A Path Predictive Algorithm for Metal-Artifact Reduction In Cone-Beam CT In Prostate Cases without Thresholding.
Abstract
Purpose
Metal artifacts caused by implanted gold fiducial markers remain a significant challenge in cone-beam CT (CBCT) imaging for prostate radiotherapy. Their high attenuation generates severe streaks and image distortions that decrease overall image quality. This project aims to develop an algorithm that predicts the path of the fiducials in projection space for metal-artifact reduction (MAR).
Methods
10 prostate cancer(PCa) patients treated with volumetric modulated arc therapy were included in this study. The MAR workflow consisted of seed masking, Laplacian-inpainting, and reconstruction. TIGRE, an open source CBCT package in MATLAB was used to manipulate the CBCT projection data. This project derives and applies a closed-form, two-view triangulation solution to estimate fiducial trajectories and models their resulting elliptical paths in CBCT projection space. Fifty gantry angles were selected randomly to evaluate the accuracy of the predictive model against the manually selected position. The predicted trajectories were used to guide projection-space masking and Laplacian-inpainting for metal-artifact reduction without needing to threshold.
Results
The mean ± standard deviation of the distance between the predicted and manually selected fiducial positions was 2.3273 ± 1.288 mm.

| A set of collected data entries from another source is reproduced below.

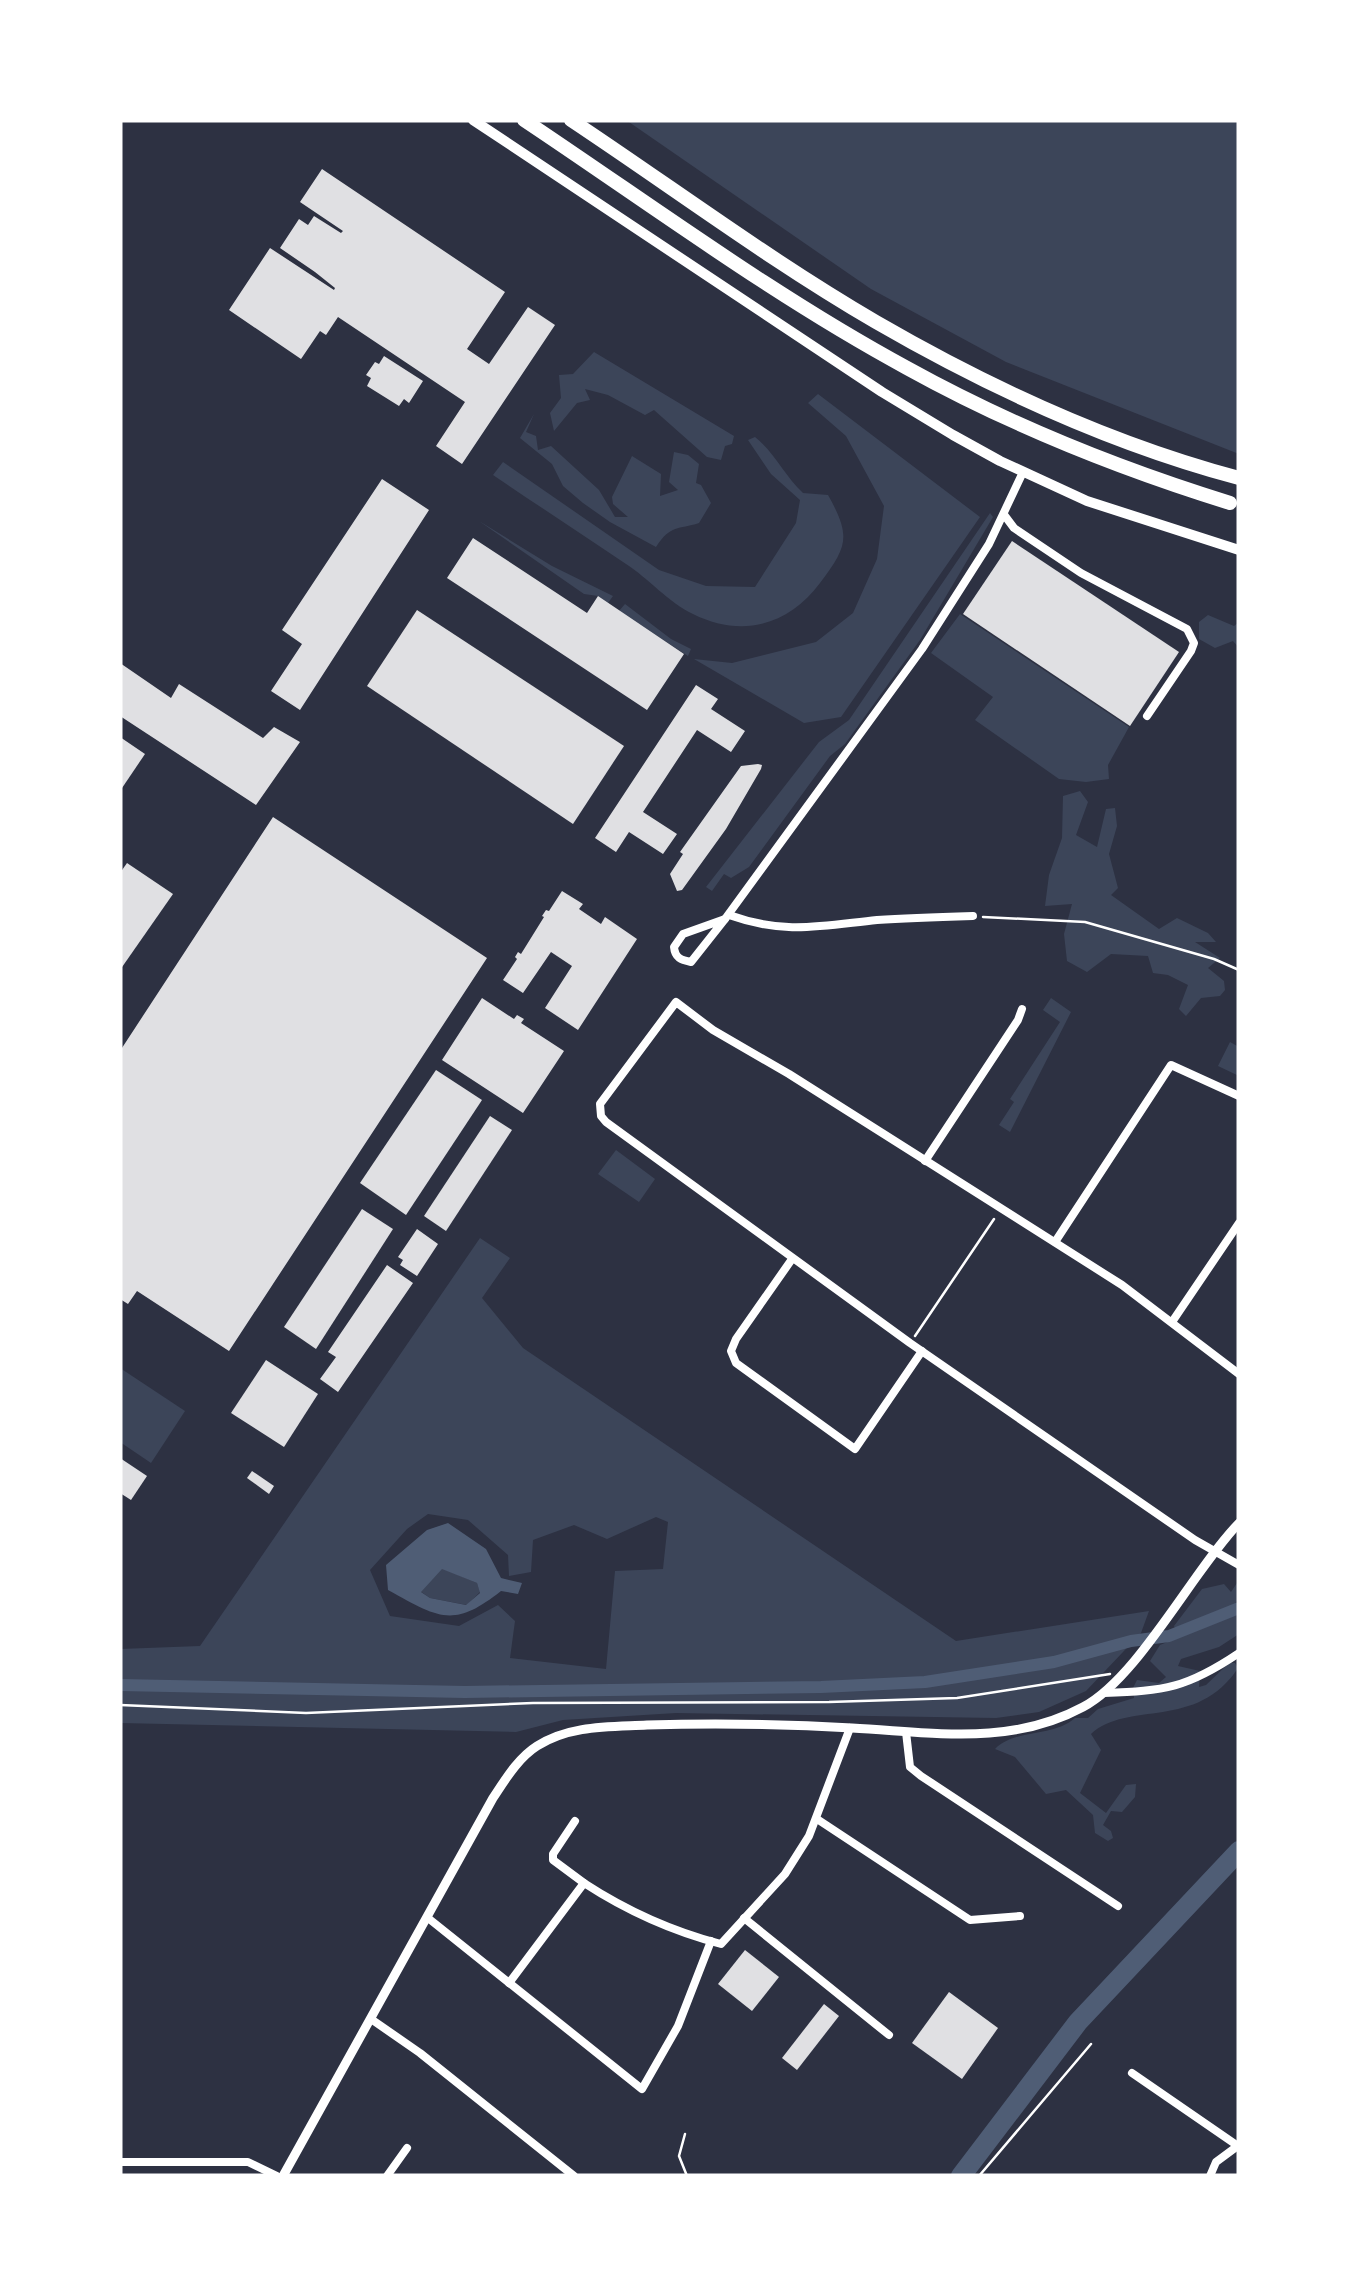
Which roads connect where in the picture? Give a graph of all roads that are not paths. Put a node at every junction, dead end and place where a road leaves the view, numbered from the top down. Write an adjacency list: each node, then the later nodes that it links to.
1 (473, 120): 4 (main road)
2 (524, 120): 6 (highway)
3 (571, 120): 5 (highway)
4 (1023, 472): 7 (street); 8 (main road)
5 (1239, 478)
6 (1230, 503)
7 (1005, 516): 9 (street); 11 (street)
8 (1239, 550)
9 (1147, 716)
10 (973, 916): 11 (street)
11 (727, 917): 11 (street)
12 (1022, 1008): 14 (street)
13 (1239, 1096): 16 (street)
14 (925, 1161): 16 (street); 17 (street)
15 (1239, 1224): 18 (street)
16 (1054, 1242): 18 (street)
17 (792, 1259): 19 (street); 19 (street)
18 (1172, 1322): 20 (street)
19 (922, 1351): 22 (street)
20 (1239, 1374)
21 (1239, 1523): 22 (street)
22 (1214, 1550): 23 (street); 25 (street)
23 (1239, 1564)
24 (1239, 1653): 25 (street)
25 (1104, 1693): 27 (street)
26 (850, 1728): 27 (street); 29 (street); 33 (street)
27 (906, 1732): 31 (street)
28 (575, 1820): 30 (street)
29 (817, 1820): 32 (street); 34 (street)
30 (584, 1883): 35 (street); 36 (street)
31 (1118, 1906)
32 (1020, 1916)
33 (428, 1918): 36 (street); 37 (street)
34 (744, 1918): 35 (street); 38 (street)
35 (711, 1941): 36 (street)
36 (509, 1983)
37 (371, 2019): 43 (street); 45 (street)
38 (889, 2034)
39 (1132, 2073): 40 (street)
40 (1239, 2145): 46 (street)
41 (406, 2148): 44 (street)
42 (120, 2162): 43 (street)
43 (280, 2176)
44 (388, 2176)
45 (574, 2176)
46 (1210, 2176)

Artifact removal performed robustly in the reconstructed images, yielding visually and quantitatively improved reconstructions. The artifact-reduced images demonstrated favorable structural fidelity, while high-resolution accuracy was maintained in fiducial tracking across all gantry angles.
Conclusion
This study demonstrates that closed-form two-view triangulation enables accurate, threshold-free prediction of fiducial trajectories in CBCT projection space, providing an effective foundation for metal-artifact reduction. By leveraging analytically derived fiducial paths to guide projection-space masking and Laplacian inpainting, the proposed workflow achieves robust artifact suppression while preserving high-resolution tracking accuracy across gantry angles. This approach reduces algorithmic complexity and computational burden compared with conventional threshold-based methods, and offers a scalable framework for future MAR development in prostate radiotherapy CBCT imaging.